* _Exercise input_:
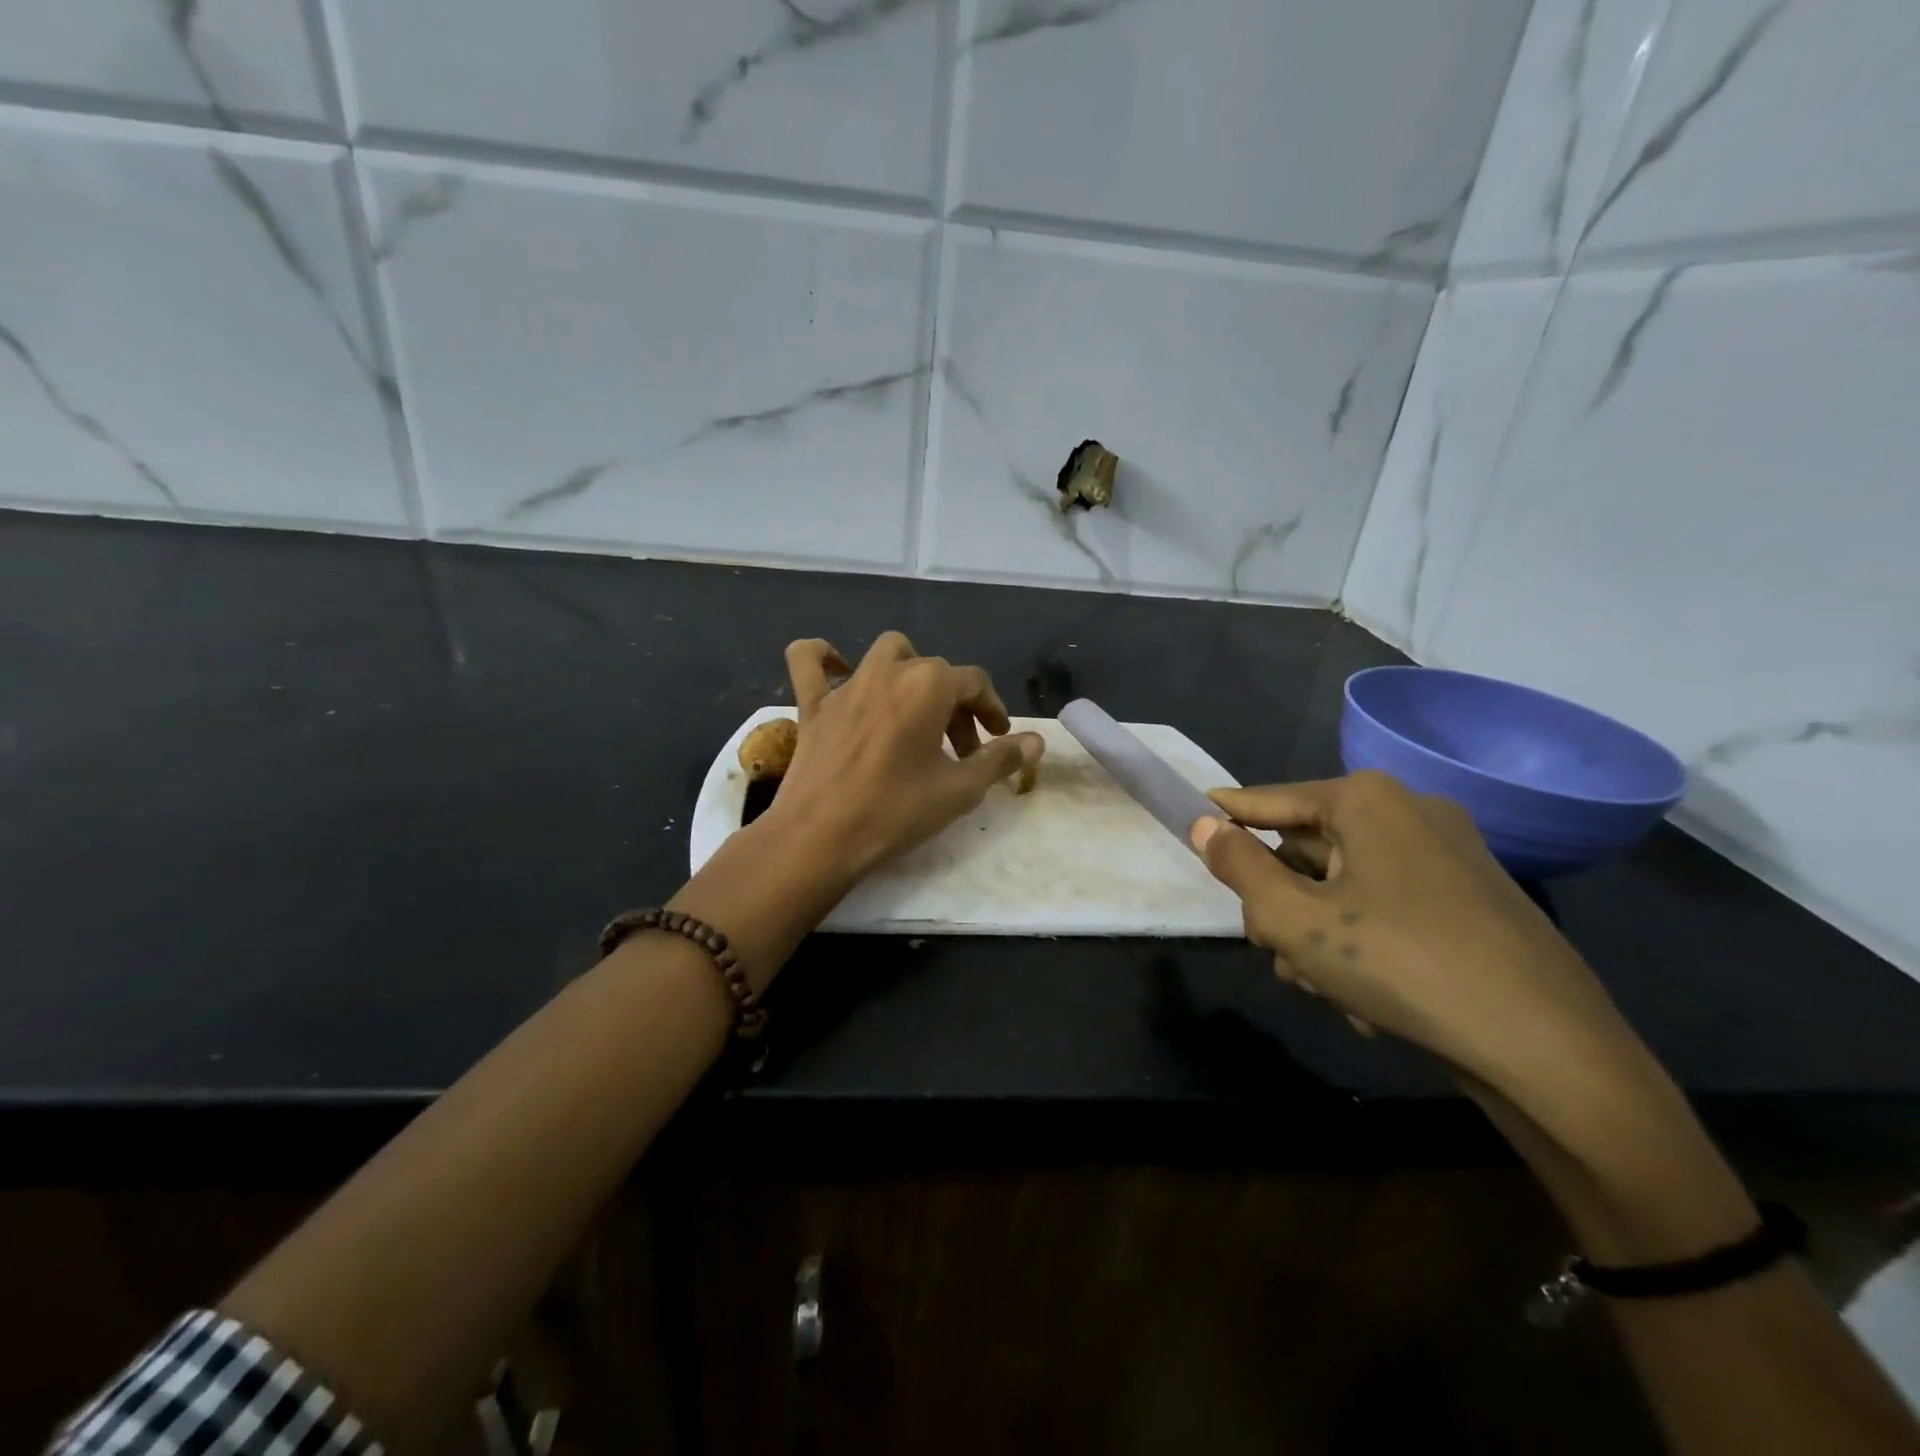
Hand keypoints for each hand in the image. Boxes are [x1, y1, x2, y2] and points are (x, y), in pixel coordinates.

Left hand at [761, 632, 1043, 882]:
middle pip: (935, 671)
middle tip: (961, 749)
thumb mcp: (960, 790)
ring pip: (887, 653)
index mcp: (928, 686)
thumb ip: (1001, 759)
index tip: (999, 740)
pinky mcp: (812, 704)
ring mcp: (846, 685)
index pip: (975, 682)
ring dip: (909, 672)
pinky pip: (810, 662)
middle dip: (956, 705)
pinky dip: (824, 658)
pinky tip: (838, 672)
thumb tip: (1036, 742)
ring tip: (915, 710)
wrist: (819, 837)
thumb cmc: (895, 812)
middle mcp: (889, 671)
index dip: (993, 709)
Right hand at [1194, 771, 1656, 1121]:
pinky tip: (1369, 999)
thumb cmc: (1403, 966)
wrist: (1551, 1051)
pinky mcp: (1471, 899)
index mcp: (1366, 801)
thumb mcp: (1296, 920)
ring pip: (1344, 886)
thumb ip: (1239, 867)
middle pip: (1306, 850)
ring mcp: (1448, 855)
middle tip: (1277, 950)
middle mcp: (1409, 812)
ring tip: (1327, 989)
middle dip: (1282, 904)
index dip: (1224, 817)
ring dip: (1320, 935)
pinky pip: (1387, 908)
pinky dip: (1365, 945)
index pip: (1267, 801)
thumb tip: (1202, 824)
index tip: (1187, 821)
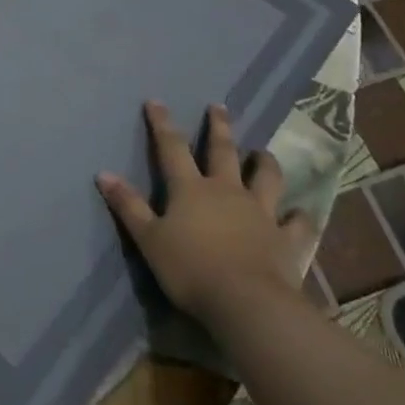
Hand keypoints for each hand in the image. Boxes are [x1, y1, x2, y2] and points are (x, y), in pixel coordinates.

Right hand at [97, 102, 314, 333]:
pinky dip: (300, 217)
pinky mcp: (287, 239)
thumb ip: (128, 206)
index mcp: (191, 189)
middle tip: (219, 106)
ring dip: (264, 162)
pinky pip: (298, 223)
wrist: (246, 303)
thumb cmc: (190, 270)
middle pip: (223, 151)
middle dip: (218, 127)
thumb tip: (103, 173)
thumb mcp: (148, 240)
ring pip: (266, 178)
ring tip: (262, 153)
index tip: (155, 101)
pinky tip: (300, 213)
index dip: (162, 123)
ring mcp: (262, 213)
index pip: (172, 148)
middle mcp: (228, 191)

* _Exercise_: In the entries above, one line contains "thumb tip: (1036, 742)" and another contains "pinky pip: (1387, 908)". Reproduce exactly those two lines and the lines between them, nothing else.

* _Solution for this problem_:
thumb tip: (1036, 742)
ring tip: (915, 710)
wrist: (819, 837)
thumb cmc: (895, 812)
middle mcp: (889, 671)
index dip: (993, 709)
Right hand at [1194, 771, 1656, 1121]:
pinky tip: (1369, 999)
thumb cmc: (1403, 966)
wrist: (1551, 1051)
pinky mcp: (1471, 899)
index mcp: (1366, 801)
thumb mcp: (1296, 920)
ring pip: (1344, 886)
thumb ip: (1239, 867)
middle pip: (1306, 850)
ring mcp: (1448, 855)
middle tip: (1277, 950)
middle mcp: (1409, 812)
ring tip: (1327, 989)
middle dip: (1282, 904)
index dip: (1224, 817)
ring dip: (1320, 935)
pinky pip: (1387, 908)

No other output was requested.